--- Records Enclosed Below ---

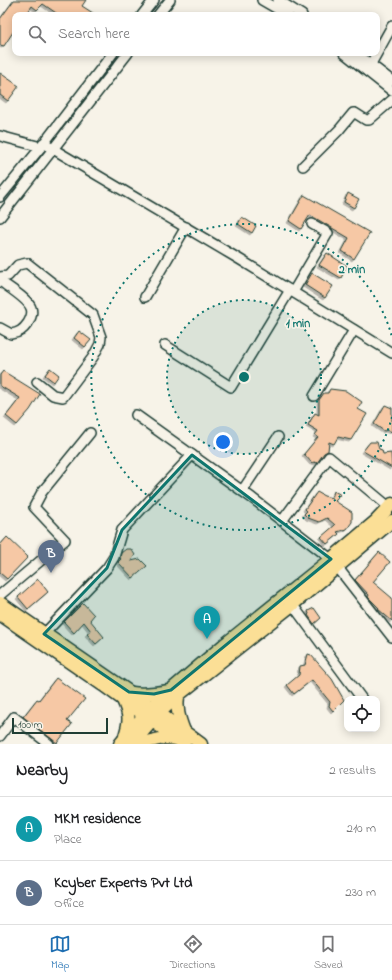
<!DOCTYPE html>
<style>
body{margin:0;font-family:"Indie Flower",sans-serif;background:#f2f2f2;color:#202124}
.controls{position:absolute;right:12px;bottom:12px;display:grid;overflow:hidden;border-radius:8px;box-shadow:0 2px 10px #0003}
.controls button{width:36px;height:36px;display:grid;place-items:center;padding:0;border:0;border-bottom:1px solid #e0e0e0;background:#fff;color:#202124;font:20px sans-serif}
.scale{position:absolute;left:12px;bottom:10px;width:96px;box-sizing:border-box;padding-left:4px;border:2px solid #1f3d34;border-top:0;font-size:11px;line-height:14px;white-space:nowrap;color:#1f3d34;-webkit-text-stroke:3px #f7f3e8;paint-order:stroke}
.you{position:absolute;left:223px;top:442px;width:14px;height:14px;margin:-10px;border:3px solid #fff;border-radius:50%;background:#1a73e8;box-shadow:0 0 0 6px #1a73e833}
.badge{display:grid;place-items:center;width:26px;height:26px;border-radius:50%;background:#1f6fb2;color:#fff;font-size:13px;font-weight:700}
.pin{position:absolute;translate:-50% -33px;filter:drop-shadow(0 1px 2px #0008)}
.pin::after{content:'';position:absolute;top:21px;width:14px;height:12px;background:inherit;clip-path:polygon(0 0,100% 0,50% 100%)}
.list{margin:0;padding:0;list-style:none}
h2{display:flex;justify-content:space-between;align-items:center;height:52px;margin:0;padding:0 16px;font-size:17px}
h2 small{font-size:13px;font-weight:400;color:#757577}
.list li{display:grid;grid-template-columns:26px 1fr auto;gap:12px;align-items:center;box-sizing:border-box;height:64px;padding:0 16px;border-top:1px solid #e0e0e0}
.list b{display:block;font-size:15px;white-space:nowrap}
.list p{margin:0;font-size:13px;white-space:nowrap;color:#757577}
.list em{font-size:13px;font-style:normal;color:#757577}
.icon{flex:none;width:22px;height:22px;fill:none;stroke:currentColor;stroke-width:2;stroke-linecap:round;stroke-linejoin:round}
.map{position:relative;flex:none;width:392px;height:744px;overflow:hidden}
.search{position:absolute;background:#fff;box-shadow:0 2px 10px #0003;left:12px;right:12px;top:12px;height:44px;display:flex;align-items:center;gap:10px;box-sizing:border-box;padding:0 14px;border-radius:8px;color:#757577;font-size:15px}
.sheet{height:180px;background:#fff}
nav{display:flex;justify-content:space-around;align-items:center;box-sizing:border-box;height:56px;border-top:1px solid #e0e0e0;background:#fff;font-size:11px;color:#757577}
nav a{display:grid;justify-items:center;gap:2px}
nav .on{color:#1f6fb2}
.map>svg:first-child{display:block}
.building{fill:#f6c8a5;stroke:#1f3d34;filter:url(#shadow)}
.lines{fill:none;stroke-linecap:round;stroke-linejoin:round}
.minor-casing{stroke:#1f3d34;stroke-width:12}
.major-casing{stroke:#1f3d34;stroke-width:15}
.minor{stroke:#f7f3e8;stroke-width:9}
.major{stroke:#fbdf96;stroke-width:12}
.marked{fill:#0f766e;fill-opacity:0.2;stroke:#0f766e;stroke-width:3;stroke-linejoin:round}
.ring{fill:none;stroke:#0f766e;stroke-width:2;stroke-dasharray:2 4}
.centre{fill:#0f766e;stroke:#f7f3e8;stroke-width:2}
.ring-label{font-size:12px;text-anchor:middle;font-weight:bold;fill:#0f766e;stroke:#f7f3e8;stroke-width:3.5;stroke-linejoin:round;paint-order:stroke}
</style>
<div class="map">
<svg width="392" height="744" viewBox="0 0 392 744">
<defs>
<filter id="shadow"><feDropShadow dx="-2" dy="2" stdDeviation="0" flood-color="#0004"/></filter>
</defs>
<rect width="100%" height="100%" fill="#f7f3e8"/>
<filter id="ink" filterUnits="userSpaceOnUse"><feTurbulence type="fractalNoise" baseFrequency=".025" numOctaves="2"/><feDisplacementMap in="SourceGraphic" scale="8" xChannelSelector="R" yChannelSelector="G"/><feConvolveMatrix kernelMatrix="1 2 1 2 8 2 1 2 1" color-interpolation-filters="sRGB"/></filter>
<g filter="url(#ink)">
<g class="building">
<polygon points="14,0 86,0 82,6 96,15 59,15 43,4 37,10 32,6 26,15 15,15 15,29 4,46 0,45 0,19"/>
<polygon points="0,73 19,86 8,101 0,95"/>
<polygon points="348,193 359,199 354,208 344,202"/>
<polygon points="304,195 370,233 354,259 342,251 349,238 310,215 301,229 289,221"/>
<polygon points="242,217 256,226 252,233 238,224"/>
<polygon points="327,253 347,266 341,278 319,265"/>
<polygon points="312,273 333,286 325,298 305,285"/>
<polygon points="79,331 91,340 85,347 74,338"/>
<polygon points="50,368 59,375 54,382 45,375"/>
<polygon points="3,371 40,394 30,410 17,425 6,416 20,398 0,386 0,375"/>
<polygon points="330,389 346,391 362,402 358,409 367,414 351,440 338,437 334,444 329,442 328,451 324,453 317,463 314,462 312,463 304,454 318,437 315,435 318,431 308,425 315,413 319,415 319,400 324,393 328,393"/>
<polygon points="385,405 392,408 392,432 387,430 384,431 374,424"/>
<polygon points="370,442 377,442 379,449 382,450 383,454 391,453 392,468 363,451"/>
<polygon points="334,491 341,495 335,501 352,512 352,522 347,529 337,532 339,534 327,544 321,537 335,525 327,518 319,522 308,518 304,514 307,511 305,509 317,492 324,496 332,498"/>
<polygon points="7,537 28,557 7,579 0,573 0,545"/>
<polygon points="126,549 131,549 135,555 131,561 140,559 147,566 133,578 118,562 121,559 120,558 121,553"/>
<polygon points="379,552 390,562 373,582 392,598 392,621 378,609 379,608 368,597 369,595 355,580"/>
<polygon points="38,579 48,592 28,609 18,597"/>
<polygon points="83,603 94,615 90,620 104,637 96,644 87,634 91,631 84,622 74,633 64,622"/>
<polygon points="314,608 321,618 314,624 308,615 309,614 308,611"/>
<polygon points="308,654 311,655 332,679 344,700 333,711 329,706 330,702 312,680 294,694 287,685 299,675 300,666 305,665"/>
<polygon points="56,678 85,699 67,721 72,724 57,743 23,717 37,699 39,700"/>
</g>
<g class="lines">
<defs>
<g id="minor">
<polyline points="262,0 288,15"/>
<polyline points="278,0 302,15"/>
<polyline points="142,15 154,0"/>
<polyline points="158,15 170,0"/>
<polyline points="344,53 392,91"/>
<polyline points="356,53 392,81"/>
<polyline points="367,71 392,26"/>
<polyline points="0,136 41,147"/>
<polyline points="43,143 239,259 392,353"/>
<polyline points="303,166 339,130 353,113 355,113 366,120 369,120 392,100"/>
<polyline points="0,197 41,147 113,53"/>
<polyline points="0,217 128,53"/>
<polyline points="0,277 8,276 18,265 27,263 93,315 101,337 100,344 93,357 63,397 53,395 37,382"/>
<path d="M0 281C8 287 28 299 31 308 33 313 31 318 28 323 23 330 19 333 11 334L0 328"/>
<polyline points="293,292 328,233 312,224"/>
<polyline points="145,297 186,227"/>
<polyline points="165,345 231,387 290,290"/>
<polyline points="314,396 354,330"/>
<polyline points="136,415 252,498 331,559 392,637"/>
<polyline points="242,491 278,437"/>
<polyline points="282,521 329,457 389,507"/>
<polyline points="0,595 65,540 34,507 42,492 90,433"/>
<polyline points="289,600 362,699"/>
<polyline points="44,634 107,568 114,557 122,530 192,455"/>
<polyline points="0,736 14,717 49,744"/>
</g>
<g id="major">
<polyline points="0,603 151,707 201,744"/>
<polyline points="0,614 103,685 184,744"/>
<path d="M132 693C145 695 157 693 169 691"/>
<path d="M178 695C176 709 179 718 184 731"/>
<path d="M123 700C130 715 130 721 125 736"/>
<polyline points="120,744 151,707 224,645 331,559 376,521 392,504"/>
<polyline points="132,744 159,713 182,692 292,605 392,521"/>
<polyline points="137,744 164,738 177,739"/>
</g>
</defs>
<use href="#minor" class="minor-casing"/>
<use href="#major" class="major-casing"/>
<use href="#minor" class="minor"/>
<use href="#major" class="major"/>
</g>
</g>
<path class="marked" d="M192 455 331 559 171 690 154 694 129 692 44 634 107 568 122 530Z"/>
<circle cx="244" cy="377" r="77" fill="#0f766e" fill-opacity=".12"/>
<g class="ring">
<circle cx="244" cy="377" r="77"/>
<path d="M392 417A153 153 0 1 1 392 337"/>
</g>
<circle cx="244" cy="377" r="6" class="centre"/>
<g class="ring-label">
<text x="352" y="273">2 min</text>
<text x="298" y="327">1 min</text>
</g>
</svg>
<div class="controls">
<button><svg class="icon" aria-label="locate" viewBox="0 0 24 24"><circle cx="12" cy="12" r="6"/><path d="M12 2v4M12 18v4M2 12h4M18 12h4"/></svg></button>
</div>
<div class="scale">100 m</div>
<div class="you"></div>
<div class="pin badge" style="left:207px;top:639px;background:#0f9aa8">A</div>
<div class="pin badge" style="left:51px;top:573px;background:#5c6f8a">B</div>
<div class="search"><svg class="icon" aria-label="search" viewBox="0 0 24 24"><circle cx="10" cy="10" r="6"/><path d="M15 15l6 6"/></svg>Search here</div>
</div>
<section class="sheet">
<h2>Nearby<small>2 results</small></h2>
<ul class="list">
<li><span class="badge" style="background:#0f9aa8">A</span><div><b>MKM residence</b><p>Place</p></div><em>210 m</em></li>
<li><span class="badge" style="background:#5c6f8a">B</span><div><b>Kcyber Experts Pvt Ltd</b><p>Office</p></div><em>230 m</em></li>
</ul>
</section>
<nav>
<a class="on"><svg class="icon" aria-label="map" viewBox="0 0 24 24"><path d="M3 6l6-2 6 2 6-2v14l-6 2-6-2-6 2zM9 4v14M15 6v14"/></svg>Map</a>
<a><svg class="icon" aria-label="directions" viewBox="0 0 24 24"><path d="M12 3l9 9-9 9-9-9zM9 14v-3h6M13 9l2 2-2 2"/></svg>Directions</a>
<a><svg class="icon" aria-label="saved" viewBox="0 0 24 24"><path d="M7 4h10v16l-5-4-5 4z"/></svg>Saved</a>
</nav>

--- End of Enclosed Records ---

What to produce — Read the entries above, then pull out the lines that include "white".

Worked solution —
.scale{position:absolute;left:12px;bottom:10px;width:96px;box-sizing:border-box;padding-left:4px;border:2px solid #1f3d34;border-top:0;font-size:11px;line-height:14px;white-space:nowrap;color:#1f3d34;-webkit-text-stroke:3px #f7f3e8;paint-order:stroke}
.list b{display:block;font-size:15px;white-space:nowrap}
.list p{margin:0;font-size:13px;white-space:nowrap;color:#757577}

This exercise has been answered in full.